“The hundred-odd years spent absorbing and improving on Darwin’s empirical story have, I suspect and hope, unfitted us for listening to transcendental stories.”  (Richard Rorty, 1994)  He acknowledged that we sometimes try to “stick with Kant” and “insist … that transcendental stories have precedence over empirical stories.”   Sometimes we try like Aldo Leopold to “think like a mountain” in the hope that transcendence is green.  Or, we try as some Christians do to think that God is yet knowable through evolution in the hope that we will be redeemed.  Or, we try as critical realists do to think, in spite of Darwin’s evidence to the contrary, that we are knowing ourselves and our world through science and philosophy because we tell ourselves without correspondence of our beliefs with Reality or Truth we have no hope at all.  Rorty suspected we would not be able to sustain such efforts and hoped that we would not.

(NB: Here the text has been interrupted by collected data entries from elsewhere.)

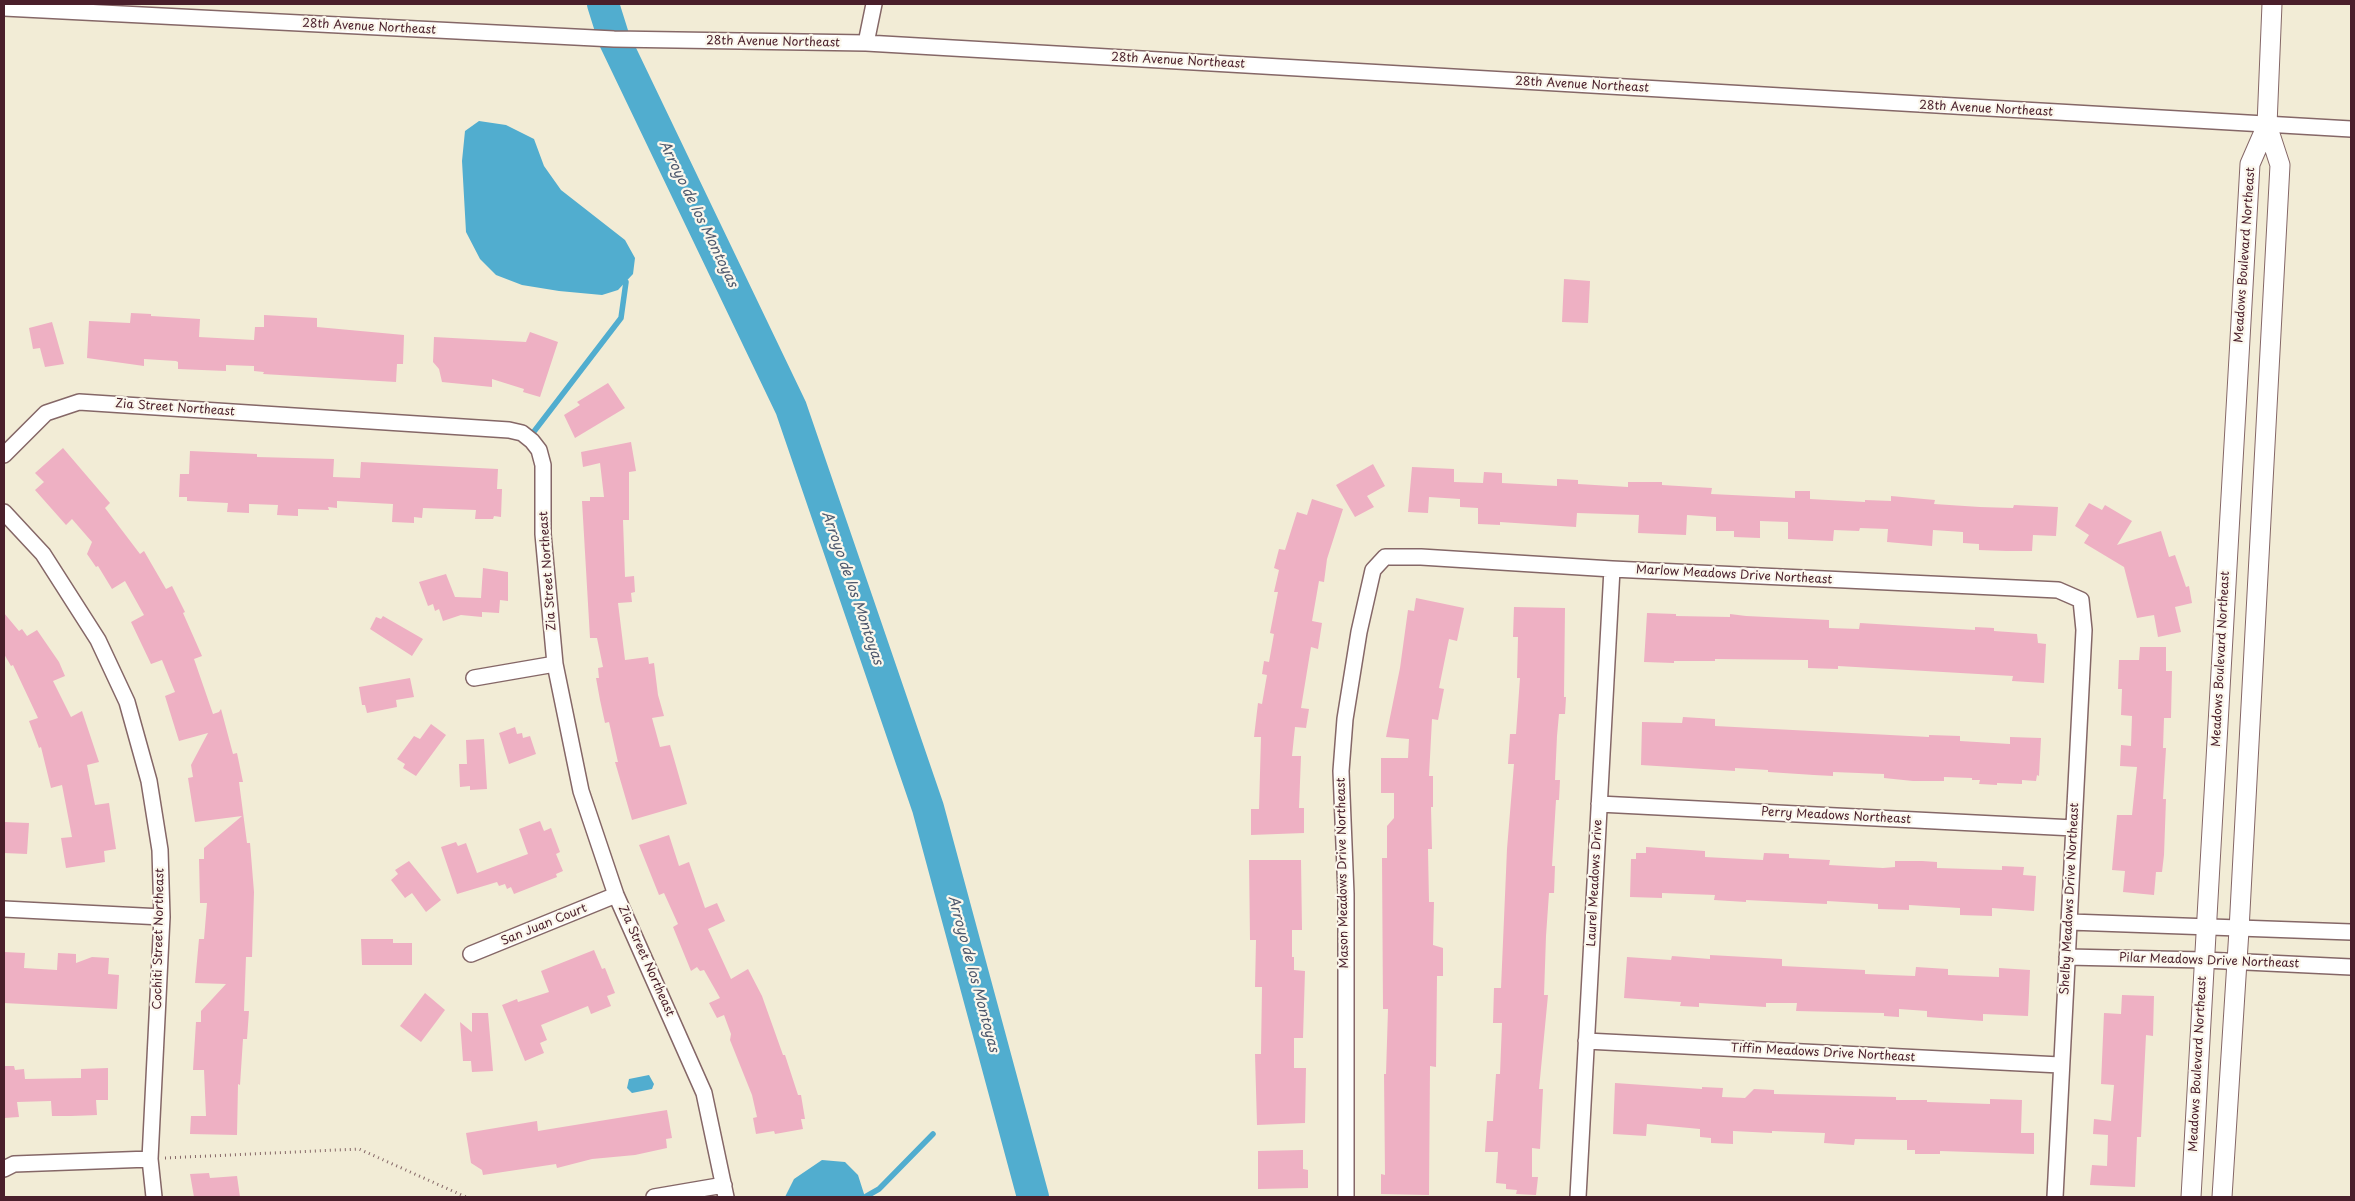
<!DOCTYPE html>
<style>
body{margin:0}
#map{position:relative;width:2355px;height:1201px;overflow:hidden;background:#f2ecd6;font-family:"Playpen Sans",sans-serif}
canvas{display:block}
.frame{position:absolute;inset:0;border:5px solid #4a1f2b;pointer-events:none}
</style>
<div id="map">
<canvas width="2355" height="1201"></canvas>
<div class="frame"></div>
</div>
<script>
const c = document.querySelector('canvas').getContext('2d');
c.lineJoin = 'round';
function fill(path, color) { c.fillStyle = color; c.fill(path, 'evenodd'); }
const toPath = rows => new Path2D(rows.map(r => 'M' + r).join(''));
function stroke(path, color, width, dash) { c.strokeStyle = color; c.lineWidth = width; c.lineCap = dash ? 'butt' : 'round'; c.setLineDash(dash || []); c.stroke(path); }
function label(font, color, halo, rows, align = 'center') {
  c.font = font + ' "Playpen Sans",sans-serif'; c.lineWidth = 4.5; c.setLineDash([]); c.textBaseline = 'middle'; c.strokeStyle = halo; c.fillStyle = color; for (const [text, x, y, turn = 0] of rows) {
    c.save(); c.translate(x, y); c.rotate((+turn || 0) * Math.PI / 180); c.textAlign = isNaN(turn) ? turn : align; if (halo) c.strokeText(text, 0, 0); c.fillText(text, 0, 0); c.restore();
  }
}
const water = toPath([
 [479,121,506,125,534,139,544,166,561,190,625,240,635,258,633,274,618,290,602,295,559,291,522,285,496,275,480,259,466,232,462,161,465,131],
 [649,1075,654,1084,652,1089,632,1093,627,1088,629,1079],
 [822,1160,845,1162,858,1175,865,1197,785,1197,794,1179]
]);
const stream = toPath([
 [529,438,621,318,626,282],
 [865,1197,879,1189,933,1134]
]);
const river = toPath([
 [603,4,614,39,791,408,928,808,1033,1197]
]);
const building = toPath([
 [1564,279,1590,281,1588,323,1562,322],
 [131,313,151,314,151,316,200,319,199,337,254,340,255,327,264,327,264,315,317,318,317,327,404,335,403,364,397,364,396,382,263,374,264,372,254,371,254,366,226,365,226,371,178,369,178,362,176,361,144,359,144,366,87,358,89,321,130,323],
 [52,322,64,364,45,367,40,348,33,349,29,328],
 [530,332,558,342,540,397,523,392,524,389,492,379,492,387,442,382,439,369,433,362,434,337,526,342],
 [608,383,625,408,575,438,564,415,580,405,577,402],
 [631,442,636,471,629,472,629,520,623,520,625,577,634,576,635,592,631,593,632,602,618,603,625,660,648,657,649,664,654,663,658,695,664,716,652,718,660,747,670,745,687,804,632,820,615,762,618,762,609,722,605,723,600,700,596,678,599,678,598,668,603,667,597,638,590,638,582,501,590,501,590,497,604,497,600,463,583,467,581,452],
 [63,448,110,503,105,508,140,554,144,551,166,589,172,586,185,612,183,613,202,656,194,659,213,714,219,712,221,709,233,754,237,753,243,782,239,782,247,843,250,843,254,892,252,957,246,957,244,1011,249,1011,247,1039,243,1039,240,1085,238,1084,237,1135,190,1134,191,1116,206,1116,204,1070,193,1070,196,1022,201,1022,201,1011,226,984,195,983,199,939,204,939,207,903,200,903,199,859,204,859,204,848,242,816,195,822,188,778,193,777,191,765,208,733,179,741,165,696,175,692,162,660,151,664,131,622,144,615,125,581,112,589,98,566,96,567,87,554,92,542,72,519,66,525,35,490,44,482,35,473],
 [190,451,257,454,257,457,334,459,333,477,360,478,361,462,498,469,497,489,502,489,501,517,494,516,493,519,475,519,476,510,423,508,422,518,414,517,414,523,392,522,393,504,337,501,337,508,328,507,329,510,298,509,298,516,277,515,278,505,249,504,249,513,227,512,228,503,187,501,187,497,179,497,180,474,189,474],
 [1373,464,1385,486,1367,496,1374,507,1355,517,1336,485],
 [1412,467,1454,469,1454,482,1483,483,1484,472,1502,473,1502,483,1557,486,1557,479,1578,480,1578,484,1628,487,1628,482,1662,482,1662,485,1712,488,1711,494,1795,498,1795,491,1810,491,1810,499,1865,502,1865,500,1891,501,1891,496,1935,500,1934,504,1980,507,2013,508,2014,505,2058,507,2056,536,2033,535,2032,551,2006,551,1979,550,1979,544,1963,543,1963,532,1933,530,1932,546,1887,542,1888,529,1860,528,1859,531,1834,530,1833,541,1788,539,1788,522,1760,521,1760,538,1734,537,1734,531,1716,531,1716,517,1687,515,1686,535,1638,533,1639,515,1577,513,1576,527,1500,522,1500,525,1478,524,1478,508,1460,507,1460,499,1429,497,1428,513,1408,512],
 [1312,499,1343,509,1327,559,1324,582,1319,581,1312,621,1322,623,1318,649,1311,647,1301,708,1309,709,1306,728,1295,727,1292,756,1301,756,1299,808,1304,808,1304,833,1251,835,1251,809,1259,809,1261,737,1254,737,1258,703,1262,704,1267,675,1262,674,1264,661,1269,662,1274,634,1270,633,1278,592,1274,592,1279,570,1274,568,1279,549,1285,550,1297,512,1307,515],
 [2089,503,2102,510,2105,505,2132,521,2117,545,2161,531,2169,557,2175,555,2186,587,2189,586,2192,603,2175,607,2181,632,2158,637,2154,615,2137,618,2124,567,2084,543,2089,535,2075,526],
 [483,568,508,572,508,601,500,600,499,613,482,612,482,617,461,615,443,621,439,609,435,611,433,604,428,606,419,582,446,574,455,597,481,598],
 [1416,598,1464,608,1457,641,1449,639,1439,688,1444,689,1438,720,1432,719,1429,776,1433,776,1433,807,1431,807,1432,849,1428,849,1429,902,1434,902,1433,945,1443,948,1443,976,1437,976,1436,1067,1430,1066,1429,1195,1381,1194,1381,1174,1385,1175,1384,1074,1386,1074,1388,1009,1383,1009,1382,858,1387,858,1387,826,1394,818,1394,793,1381,793,1381,758,1408,758,1409,739,1386,737,1400,668,1408,610,1414,611],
 [1514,607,1565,608,1564,697,1566,697,1565,714,1559,714,1557,736,1555,780,1560,780,1559,800,1556,800,1552,866,1555,866,1554,893,1549,893,1546,936,1544,995,1548,995,1539,1089,1543,1089,1540,1149,1532,1148,1532,1177,1538,1177,1536,1195,1516,1194,1517,1190,1506,1189,1506,1184,1496,1183,1498,1152,1485,1152,1487,1121,1493,1121,1496,1074,1500,1074,1502,1023,1493,1023,1494,988,1501,988,1507,849,1514,764,1508,764,1510,734,1516,734,1520,678,1517,678,1518,637,1513,637],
 [4,613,19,631,22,629,27,636,37,630,59,662,65,676,53,681,71,717,82,711,99,762,87,765,95,805,109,803,111,817,116,849,104,851,105,862,66,868,61,838,72,837,62,785,51,788,41,747,39,748,29,721,38,718,13,665,11,666,4,654],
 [1647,613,1676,614,1676,616,1730,617,1730,614,1746,616,1829,620,1829,628,1859,629,1860,623,1975,630,1975,627,1994,628,1994,631,2037,634,2038,643,2046,644,2044,683,2012,681,2013,676,1838,666,1838,669,1808,668,1808,660,1715,659,1715,661,1674,661,1674,663,1644,662],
 [383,616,423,639,412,656,370,629,376,617,381,619],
 [2140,647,2166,647,2166,671,2172,671,2171,718,2164,718,2163,748,2166,748,2163,799,2166,799,2164,855,2162,872,2156,872,2154,895,2123,892,2125,871,2112,870,2117,815,2132,815,2137,767,2120,766,2121,745,2131,746,2132,716,2121,715,2122,689,2118,689,2119,660,2139,660],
 [410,678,414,697,396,700,397,707,367,713,365,705,362,705,359,687],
 [1683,717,1715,719,1715,726,1929,737,1929,735,1960,736,1960,741,2010,744,2010,737,2041,738,2039,776,2037,775,2036,781,2022,780,2022,784,1997,783,1997,785,1979,784,1980,780,1972,780,1972,778,1944,777,1944,781,1913,781,1884,778,1884,774,1833,772,1833,776,1814,775,1768,772,1768,770,1735,768,1735,771,1641,765,1642,722,1682,723],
 [431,724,446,735,416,776,403,768,405,764,397,759,414,736,420,739],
 [515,727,517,734,522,733,523,738,530,736,536,754,509,764,499,733],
 [484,739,487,789,470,790,470,786,460,787,459,764,467,764,466,740],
 [540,821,544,831,551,828,560,852,556,854,563,871,556,874,557,877,514,894,511,887,507,889,505,884,499,886,497,882,457,894,441,847,456,842,458,846,466,843,477,873,528,854,519,829],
 [4,822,29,823,27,854,4,853],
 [669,835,679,866,689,862,705,908,717,903,725,921,708,929,731,979,748,969,762,996,783,1055,785,1055,798,1095,801,1095,805,1119,801,1119,803,1129,775,1134,774,1131,756,1134,753,1118,757,1117,752,1095,730,1040,731,1034,724,1015,717,1018,709,1003,720,998,704,970,700,971,697,967,691,971,673,927,678,924,664,893,659,895,639,845],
 [1646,847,1705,851,1705,857,1763,860,1764,853,1789,854,1789,858,1830,860,1829,865,1883,868,1895,867,1895,861,1922,861,1937,862,1937,868,2002,870,2002,866,2024,867,2023,875,2036,876,2034,911,1992,908,1992,916,1960,915,1960,908,1909,905,1909,910,1878,909,1878,904,1827,901,1827,904,1746,900,1746,902,1714,900,1715,895,1662,893,1662,898,1630,897,1631,859,1636,859,1636,853,1646,853],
 [1249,860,1301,860,1302,930,1292,930,1292,957,1294,957,1294,970,1305,971,1303,1038,1294,1038,1294,1068,1306,1068,1305,1123,1257,1125,1255,1054,1261,1054,1262,987,1255,987,1256,940,1250,940],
 [409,861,441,900,426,912,412,893,405,898,391,880,398,874,395,870],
 [361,939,393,939,393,943,412,943,412,965,362,965],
 [594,950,602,969,605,968,615,993,607,996,611,1006,591,1014,588,1006,541,1025,547,1040,540,1043,544,1053,525,1061,502,1005,517,999,518,1002,549,992,541,971],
 [4,952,25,953,24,968,57,970,58,953,76,954,76,963,92,957,109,958,108,974,119,975,117,1009,4,1003],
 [1710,955,1782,959,1782,966,1865,970,1865,974,1915,976,1916,967,1948,969,1948,975,1999,977,1999,968,2030,970,2028,1016,1983,1014,1983,1021,1927,1017,1927,1011,1899,1009,1899,1017,1884,1016,1884,1013,1796,1011,1797,1003,1766,1003,1766,1007,1699,1003,1699,1007,1680,1006,1681,1002,1624,998,1627,957,1671,960,1672,956,1710,959],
 [425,993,445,1010,421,1042,400,1026],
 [2122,995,2154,996,2153,1036,2146,1035,2141,1137,2137,1137,2135,1187,2090,1185,2092,1165,2107,1166,2108,1135,2093,1134,2094,1119,2111,1121,2114,1085,2101,1084,2104,1013,2121,1014],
 [472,1013,488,1013,493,1071,472,1072,471,1061,463,1061,460,1022,472,1032],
 [4,1066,14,1066,15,1070,24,1069,25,1079,81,1078,81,1069,108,1068,108,1100,96,1100,97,1115,71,1116,52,1116,51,1101,17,1102,19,1117,4,1118],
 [1615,1083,1702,1089,1702,1087,1723,1088,1722,1097,1745,1098,1754,1089,1774,1090,1774,1094,1896,1097,1896,1100,1927,1100,1927,1102,1990,1104,1990,1099,2022,1100,2021,1133,2034,1133,2034,1154,1940,1151,1940,1154,1915,1154,1915,1150,1907,1150,1907,1140,1855,1139,1854,1145,1824,1143,1825,1133,1772,1131,1772,1133,1733,1131,1733,1144,1711,1143,1711,1138,1700,1137,1700,1129,1647,1124,1646,1136,1613,1134],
 [667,1110,672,1138,666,1139,667,1148,635,1155,592,1159,557,1168,556,1164,483,1175,482,1170,471,1163,466,1133,537,1121,538,1131],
 [1303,1150,1303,1169,1308,1170,1308,1188,1258,1189,1258,1151],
 [209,1173,210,1178,237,1176,240,1197,194,1197,190,1174]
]);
const path = toPath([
 [165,1158,359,1149,466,1197]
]);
const minor = toPath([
 [4,8,614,39,866,43,2351,129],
 [866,43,874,4],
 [4,455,46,413,79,402,509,430,522,433,532,441,539,450,543,465,543,534,555,664,581,791,616,895,704,1093,726,1197],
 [4,512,43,554,98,640,127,702,149,781,160,850,162,917,150,1159,154,1197],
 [474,678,555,664],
 [1599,804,2074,828],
 [4,909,162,917],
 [2070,922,2351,932],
 [471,954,616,895],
 [2067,957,2204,960,2351,967],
 [1586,1041,2060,1065],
 [4,1169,14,1164,150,1159],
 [654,1197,724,1185],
 [1346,1197,1346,894,1341,771,1345,719,1359,632,1373,570,1385,557,1421,557,1612,569,2058,590,2081,600,2084,630,2055,1197],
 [1578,1197,1612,569]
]);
const tertiary = toPath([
 [2191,1197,2250,164,2267,125],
 [2222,1197,2239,930,2280,165,2267,125,2272,4]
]);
const streetNames = [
 ["28th Avenue Northeast",369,27,3],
 ["28th Avenue Northeast",773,42,1],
 ["28th Avenue Northeast",1178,61,3],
 ["28th Avenue Northeast",1582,85,3],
 ["28th Avenue Northeast",1986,109,3],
 ["Meadows Boulevard Northeast",2245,255,-86],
 ["Zia Street Northeast",175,408,4],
 ["Zia Street Northeast",548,571,-94],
 ["Marlow Meadows Drive Northeast",1734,575,3],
 ["Meadows Boulevard Northeast",2221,659,-87],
 ["Perry Meadows Northeast",1836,816,3],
 ["Mason Meadows Drive Northeast",1343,873,-91],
 ["Laurel Meadows Drive",1595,883,-87],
 ["Shelby Meadows Drive Northeast",2070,899,-87],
 ["San Juan Court",544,925,-22],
 ["Cochiti Street Northeast",159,939,-89],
 ["Zia Street Northeast",646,961,66],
 ["Pilar Meadows Drive Northeast",2209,961,2],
 ["Tiffin Meadows Drive Northeast",1823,1053,3],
 ["Meadows Boulevard Northeast",2198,1064,-87]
];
const waterNames = [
 ["Arroyo de los Montoyas",698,214,64],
 ["Arroyo de los Montoyas",852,588,71],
 ["Arroyo de los Montoyas",973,974,75]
];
fill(water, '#51adcf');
stroke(stream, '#51adcf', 5.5);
stroke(river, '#51adcf', 32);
fill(building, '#eeb0c3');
stroke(minor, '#856767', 18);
stroke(tertiary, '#856767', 21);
stroke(path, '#856767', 3, [1, 4]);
stroke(minor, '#fff', 15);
stroke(tertiary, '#fff', 19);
label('12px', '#4a1f2b', '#fbf7ec', streetNames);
label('italic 14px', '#4d586d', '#fbf7ec', waterNames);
</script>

Rorty believed that since Darwin “we have gradually substituted the making of a better future for ourselves, constructing a utopian, democratic society, for the attempt to see ourselves form outside of time and history.”  He believed our new hope is more useful than the old hope.  Rorty believed the old hope impeded the new hope.

Eliade beautifully described the old way of hope in The Myth of the Eternal Return.  Through ritual and other religious (or philosophical) ways ancestors escaped what he called “the terror of history.”  Through religion and philosophy our ancestors could see themselves “outside of time and history” (in Rorty’s words.)

I do think we have chosen the path Rorty described, but I don’t think we have as much confidence as Rorty had that this path does lead to utopia.  It is tough to sustain Rorty’s confidence in the face of the terror of history.

Could we possibly escape the terror of history by finding our way back into the green world from which we came?  Is that not as Darwinian as is the pragmatism of Rorty?  Is that not as Darwinian as it is religious?